A respected elder and matriarch of the Athabascan people, Hannah Solomon began her work by helping to organize Fort Yukon into an incorporated city and becoming its first female mayor. Using this as a stepping stone, Solomon moved on to help form the Fairbanks Native Association and to become active in the Alaska Federation of Natives, Doyon Ltd. and Tanana Chiefs Conference. Solomon’s beadwork, a skill she learned from her mother, has been nationally recognized and collected by public and private museums and collectors.

Born in Old Rampart of an Alaska Native woman and white father, Solomon was raised by adoptive parents. After her marriage, she lived a traditional subsistence lifestyle in Fort Yukon, where she and her husband raised their 14 children and her husband’s four children. While living there, she became active in community affairs, helping to organize Fort Yukon into an incorporated city and creating a school board. She then became Fort Yukon’s first female mayor.
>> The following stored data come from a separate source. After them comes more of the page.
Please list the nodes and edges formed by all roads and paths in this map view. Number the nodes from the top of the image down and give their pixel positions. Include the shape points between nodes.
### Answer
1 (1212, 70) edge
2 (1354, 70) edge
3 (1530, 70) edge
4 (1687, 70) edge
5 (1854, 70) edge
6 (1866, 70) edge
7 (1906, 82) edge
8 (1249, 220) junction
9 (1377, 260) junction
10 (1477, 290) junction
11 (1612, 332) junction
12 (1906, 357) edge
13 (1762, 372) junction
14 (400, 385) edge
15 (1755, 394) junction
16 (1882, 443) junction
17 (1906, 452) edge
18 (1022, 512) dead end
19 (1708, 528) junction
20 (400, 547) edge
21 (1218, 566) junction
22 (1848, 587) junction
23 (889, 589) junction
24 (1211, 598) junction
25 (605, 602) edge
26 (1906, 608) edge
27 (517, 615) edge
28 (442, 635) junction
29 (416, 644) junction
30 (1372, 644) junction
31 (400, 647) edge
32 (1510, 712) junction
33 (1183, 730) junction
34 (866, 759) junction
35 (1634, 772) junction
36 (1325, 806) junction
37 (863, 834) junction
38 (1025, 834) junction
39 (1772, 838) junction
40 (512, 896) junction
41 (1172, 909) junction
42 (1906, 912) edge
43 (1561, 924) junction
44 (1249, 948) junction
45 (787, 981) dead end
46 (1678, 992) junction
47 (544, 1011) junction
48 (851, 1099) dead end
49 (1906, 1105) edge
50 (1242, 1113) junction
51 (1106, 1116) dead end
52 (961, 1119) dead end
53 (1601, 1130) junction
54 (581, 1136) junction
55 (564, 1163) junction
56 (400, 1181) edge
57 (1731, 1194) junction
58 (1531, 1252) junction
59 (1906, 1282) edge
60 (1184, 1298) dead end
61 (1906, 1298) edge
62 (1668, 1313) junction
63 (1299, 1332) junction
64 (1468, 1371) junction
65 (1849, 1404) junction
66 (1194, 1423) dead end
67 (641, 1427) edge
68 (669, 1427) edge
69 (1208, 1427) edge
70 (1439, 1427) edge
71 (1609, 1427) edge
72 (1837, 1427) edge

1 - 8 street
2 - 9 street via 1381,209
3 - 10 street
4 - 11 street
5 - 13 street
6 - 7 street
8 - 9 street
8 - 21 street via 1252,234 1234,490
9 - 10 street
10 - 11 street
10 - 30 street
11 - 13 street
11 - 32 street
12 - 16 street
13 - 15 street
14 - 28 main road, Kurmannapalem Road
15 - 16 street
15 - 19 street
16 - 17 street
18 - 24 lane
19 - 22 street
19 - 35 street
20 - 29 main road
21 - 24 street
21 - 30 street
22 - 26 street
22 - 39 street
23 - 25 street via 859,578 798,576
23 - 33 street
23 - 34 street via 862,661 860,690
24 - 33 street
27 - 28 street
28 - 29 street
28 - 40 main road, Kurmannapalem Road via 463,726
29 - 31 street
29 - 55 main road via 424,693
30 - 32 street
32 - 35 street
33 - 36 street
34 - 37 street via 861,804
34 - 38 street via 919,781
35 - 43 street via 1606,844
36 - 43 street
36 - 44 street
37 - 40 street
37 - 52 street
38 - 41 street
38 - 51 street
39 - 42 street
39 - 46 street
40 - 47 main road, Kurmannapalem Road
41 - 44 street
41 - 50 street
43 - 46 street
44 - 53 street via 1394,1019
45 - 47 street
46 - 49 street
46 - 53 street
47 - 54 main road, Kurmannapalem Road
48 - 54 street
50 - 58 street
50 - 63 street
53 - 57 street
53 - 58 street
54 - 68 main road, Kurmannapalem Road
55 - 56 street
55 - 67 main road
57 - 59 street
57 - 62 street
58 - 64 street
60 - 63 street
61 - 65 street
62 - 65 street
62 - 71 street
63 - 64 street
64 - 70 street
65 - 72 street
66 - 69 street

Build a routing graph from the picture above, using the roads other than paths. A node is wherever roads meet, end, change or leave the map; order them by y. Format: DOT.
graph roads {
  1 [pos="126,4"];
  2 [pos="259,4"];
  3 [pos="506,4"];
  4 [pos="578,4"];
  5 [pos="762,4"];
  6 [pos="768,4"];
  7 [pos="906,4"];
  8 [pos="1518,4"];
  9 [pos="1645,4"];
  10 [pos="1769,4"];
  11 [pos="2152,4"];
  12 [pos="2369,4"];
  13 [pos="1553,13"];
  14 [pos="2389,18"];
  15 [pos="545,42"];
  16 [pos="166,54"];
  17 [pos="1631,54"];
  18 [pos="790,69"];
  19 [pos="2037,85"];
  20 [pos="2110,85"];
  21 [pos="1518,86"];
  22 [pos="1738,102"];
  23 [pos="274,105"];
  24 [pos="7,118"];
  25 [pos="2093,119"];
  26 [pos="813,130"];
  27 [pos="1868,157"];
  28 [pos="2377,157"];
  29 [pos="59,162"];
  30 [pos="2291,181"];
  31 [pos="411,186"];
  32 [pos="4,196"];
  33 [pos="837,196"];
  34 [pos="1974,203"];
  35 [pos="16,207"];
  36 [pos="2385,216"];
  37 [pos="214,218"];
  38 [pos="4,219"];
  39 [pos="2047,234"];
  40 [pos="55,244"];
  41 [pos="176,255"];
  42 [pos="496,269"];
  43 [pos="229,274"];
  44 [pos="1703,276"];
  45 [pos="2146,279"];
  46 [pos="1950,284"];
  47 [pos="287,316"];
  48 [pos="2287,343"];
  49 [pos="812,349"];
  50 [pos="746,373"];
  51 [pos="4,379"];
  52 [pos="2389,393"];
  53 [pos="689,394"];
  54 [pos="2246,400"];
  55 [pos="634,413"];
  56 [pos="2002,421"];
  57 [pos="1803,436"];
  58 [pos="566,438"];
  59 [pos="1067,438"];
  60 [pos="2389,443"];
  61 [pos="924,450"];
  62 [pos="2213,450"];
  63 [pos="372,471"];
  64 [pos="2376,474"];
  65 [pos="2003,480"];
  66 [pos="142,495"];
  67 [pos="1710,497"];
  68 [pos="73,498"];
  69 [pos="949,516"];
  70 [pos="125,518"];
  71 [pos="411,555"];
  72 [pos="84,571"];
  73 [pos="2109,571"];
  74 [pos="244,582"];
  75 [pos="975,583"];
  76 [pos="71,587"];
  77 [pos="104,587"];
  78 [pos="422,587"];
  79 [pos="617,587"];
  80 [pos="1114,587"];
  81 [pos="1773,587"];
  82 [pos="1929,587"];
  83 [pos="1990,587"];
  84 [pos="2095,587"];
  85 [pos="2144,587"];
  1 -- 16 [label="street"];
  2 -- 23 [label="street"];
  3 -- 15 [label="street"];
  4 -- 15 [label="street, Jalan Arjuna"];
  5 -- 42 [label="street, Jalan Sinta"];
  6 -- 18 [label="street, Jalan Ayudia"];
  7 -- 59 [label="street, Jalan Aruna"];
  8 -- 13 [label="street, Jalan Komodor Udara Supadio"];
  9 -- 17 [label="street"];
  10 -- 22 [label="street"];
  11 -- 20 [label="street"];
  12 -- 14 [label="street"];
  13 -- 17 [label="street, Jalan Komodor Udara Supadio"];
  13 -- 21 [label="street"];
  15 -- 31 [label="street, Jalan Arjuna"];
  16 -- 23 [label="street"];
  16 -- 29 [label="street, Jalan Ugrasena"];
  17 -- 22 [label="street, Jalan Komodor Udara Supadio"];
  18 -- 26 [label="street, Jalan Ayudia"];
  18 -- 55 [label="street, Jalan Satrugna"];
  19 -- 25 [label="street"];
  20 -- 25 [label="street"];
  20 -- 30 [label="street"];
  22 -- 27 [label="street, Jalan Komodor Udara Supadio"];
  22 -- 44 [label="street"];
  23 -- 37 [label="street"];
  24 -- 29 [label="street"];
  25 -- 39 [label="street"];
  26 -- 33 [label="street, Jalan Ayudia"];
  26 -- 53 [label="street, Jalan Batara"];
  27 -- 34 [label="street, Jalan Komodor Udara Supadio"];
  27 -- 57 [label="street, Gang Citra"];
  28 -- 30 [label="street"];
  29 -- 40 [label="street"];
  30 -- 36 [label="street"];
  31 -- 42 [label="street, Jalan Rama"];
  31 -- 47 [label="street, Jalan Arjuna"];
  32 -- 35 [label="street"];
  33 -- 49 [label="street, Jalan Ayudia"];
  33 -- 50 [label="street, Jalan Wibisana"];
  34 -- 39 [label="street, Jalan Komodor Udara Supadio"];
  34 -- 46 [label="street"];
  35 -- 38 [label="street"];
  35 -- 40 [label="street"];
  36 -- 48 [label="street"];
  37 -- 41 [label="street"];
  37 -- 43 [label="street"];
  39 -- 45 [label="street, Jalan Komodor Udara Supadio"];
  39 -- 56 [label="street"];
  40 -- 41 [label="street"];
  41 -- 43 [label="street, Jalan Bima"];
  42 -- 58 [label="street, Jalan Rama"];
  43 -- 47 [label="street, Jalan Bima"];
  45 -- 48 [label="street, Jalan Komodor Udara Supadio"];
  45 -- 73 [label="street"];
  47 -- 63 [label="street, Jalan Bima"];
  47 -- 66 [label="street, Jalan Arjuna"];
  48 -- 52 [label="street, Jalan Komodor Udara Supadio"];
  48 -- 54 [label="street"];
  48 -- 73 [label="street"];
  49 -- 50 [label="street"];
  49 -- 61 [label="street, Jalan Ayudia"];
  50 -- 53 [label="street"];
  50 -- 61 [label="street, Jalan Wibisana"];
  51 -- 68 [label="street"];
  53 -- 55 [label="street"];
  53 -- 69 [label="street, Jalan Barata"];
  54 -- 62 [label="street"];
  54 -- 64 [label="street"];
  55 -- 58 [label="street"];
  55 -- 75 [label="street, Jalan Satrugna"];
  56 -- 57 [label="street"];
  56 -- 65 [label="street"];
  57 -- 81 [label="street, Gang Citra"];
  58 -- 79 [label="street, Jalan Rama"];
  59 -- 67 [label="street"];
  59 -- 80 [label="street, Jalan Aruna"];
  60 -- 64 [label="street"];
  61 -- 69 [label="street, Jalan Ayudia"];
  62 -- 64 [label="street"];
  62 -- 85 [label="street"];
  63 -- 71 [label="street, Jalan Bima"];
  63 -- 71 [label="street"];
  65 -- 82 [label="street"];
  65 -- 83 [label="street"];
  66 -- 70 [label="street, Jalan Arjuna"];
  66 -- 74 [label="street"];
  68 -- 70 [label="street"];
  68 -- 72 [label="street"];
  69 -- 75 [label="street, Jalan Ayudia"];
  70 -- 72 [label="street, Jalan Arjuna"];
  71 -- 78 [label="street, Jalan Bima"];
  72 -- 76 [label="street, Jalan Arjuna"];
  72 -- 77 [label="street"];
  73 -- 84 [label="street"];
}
Solomon had only a few years of elementary school education, but was a strong advocate of education for her children and other young people, particularly Alaska Native youths moving into Fairbanks from rural villages. Solomon spoke fluent Gwich’in and made sure her children learned to speak it as well. After moving to Fairbanks in 1965, which allowed her younger children to attend Lathrop High School, Solomon helped organize and then worked for the Fairbanks Native Association as a social worker. She developed programs for the elderly that are still operation. As an activist and leader in Native affairs, Solomon attended the initial meetings of AFN, Fairbanks Native Association, Doyon Ltd. and Tanana Chiefs Conference and continued to be an active participant throughout her lifetime. In 2011 her 102nd year, she attended and spoke at Doyan’s annual meeting.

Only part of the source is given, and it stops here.